▶ **Exercise details**
The answer must be every entry below, word for word, with the pictures left out.

Stored data
__________

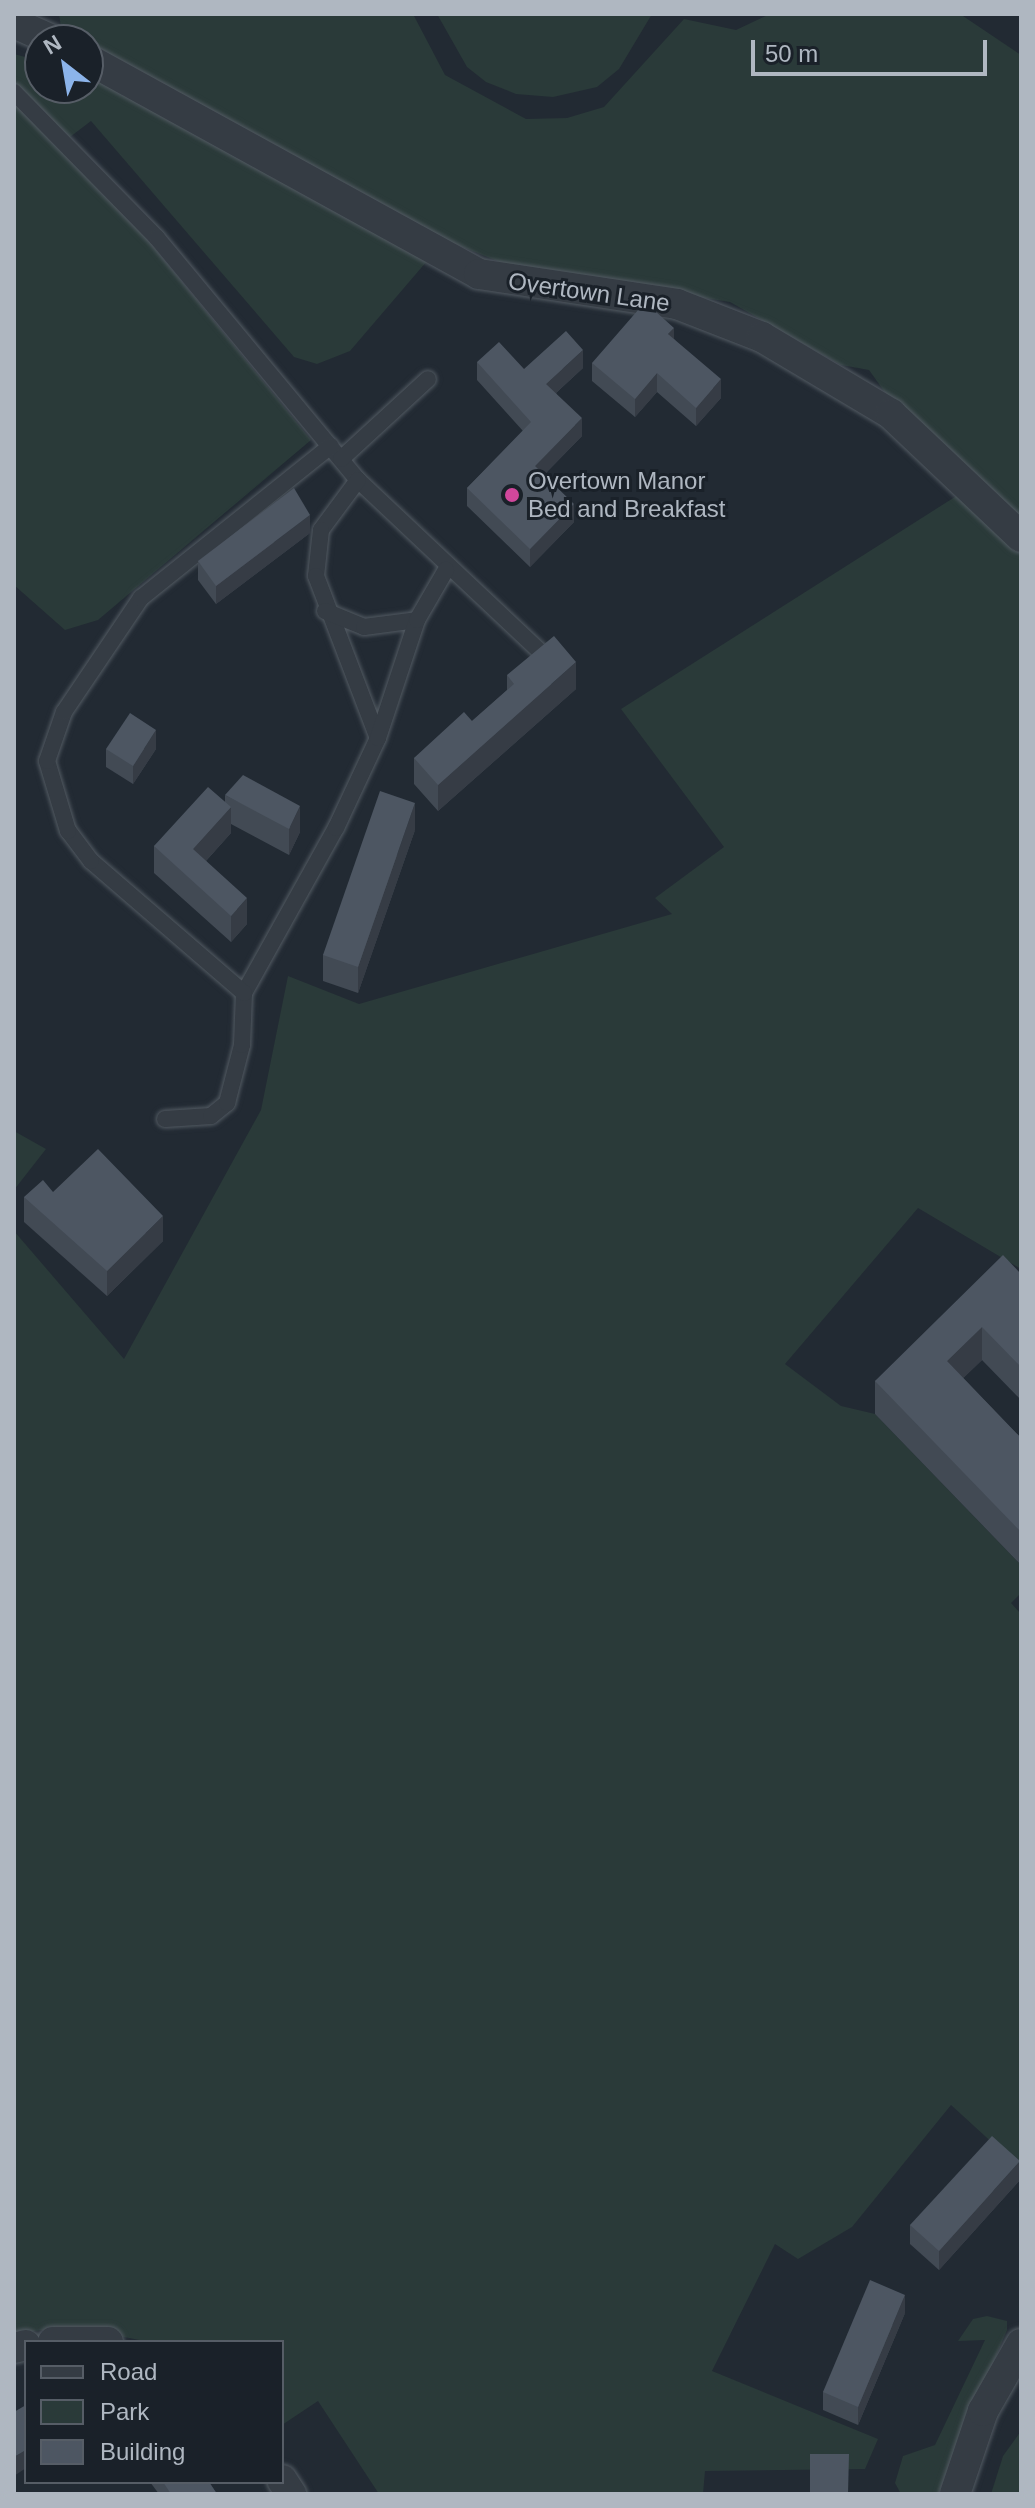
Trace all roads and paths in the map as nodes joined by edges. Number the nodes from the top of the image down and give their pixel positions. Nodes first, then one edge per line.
1 (104, 68) edge
2 (14, 92) edge
3 (428, 379) dead end
4 (336, 453) junction
5 (358, 480) junction
6 (1021, 537) edge
7 (446, 570) junction
8 (325, 611) junction
9 (417, 620) junction
10 (545, 656) edge
11 (378, 738) junction
12 (244, 993) junction
13 (165, 1119) dead end
14 (1021, 2344) edge
15 (955, 2494) edge

1 - 6 street, Overtown Lane
2 - 4 lane
3 - 4 lane
4 - 5 lane
4 - 12 lane
5 - 7 lane
5 - 8 lane
7 - 9 lane
7 - 10 lane
8 - 9 lane
8 - 11 lane
9 - 11 lane
11 - 12 lane
12 - 13 lane
14 - 15 street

__________

▶ **Result of this exercise**
Trace all roads and paths in the map as nodes joined by edges. Number the nodes from the top of the image down and give their pixel positions. Nodes first, then one edge per line.
1 (104, 68) edge
2 (14, 92) edge
3 (428, 379) dead end
4 (336, 453) junction
5 (358, 480) junction
6 (1021, 537) edge
7 (446, 570) junction
8 (325, 611) junction
9 (417, 620) junction
10 (545, 656) edge
11 (378, 738) junction
12 (244, 993) junction
13 (165, 1119) dead end
14 (1021, 2344) edge
15 (955, 2494) edge

1 - 6 street, Overtown Lane
2 - 4 lane
3 - 4 lane
4 - 5 lane
4 - 12 lane
5 - 7 lane
5 - 8 lane
7 - 9 lane
7 - 10 lane
8 - 9 lane
8 - 11 lane
9 - 11 lane
11 - 12 lane
12 - 13 lane
14 - 15 street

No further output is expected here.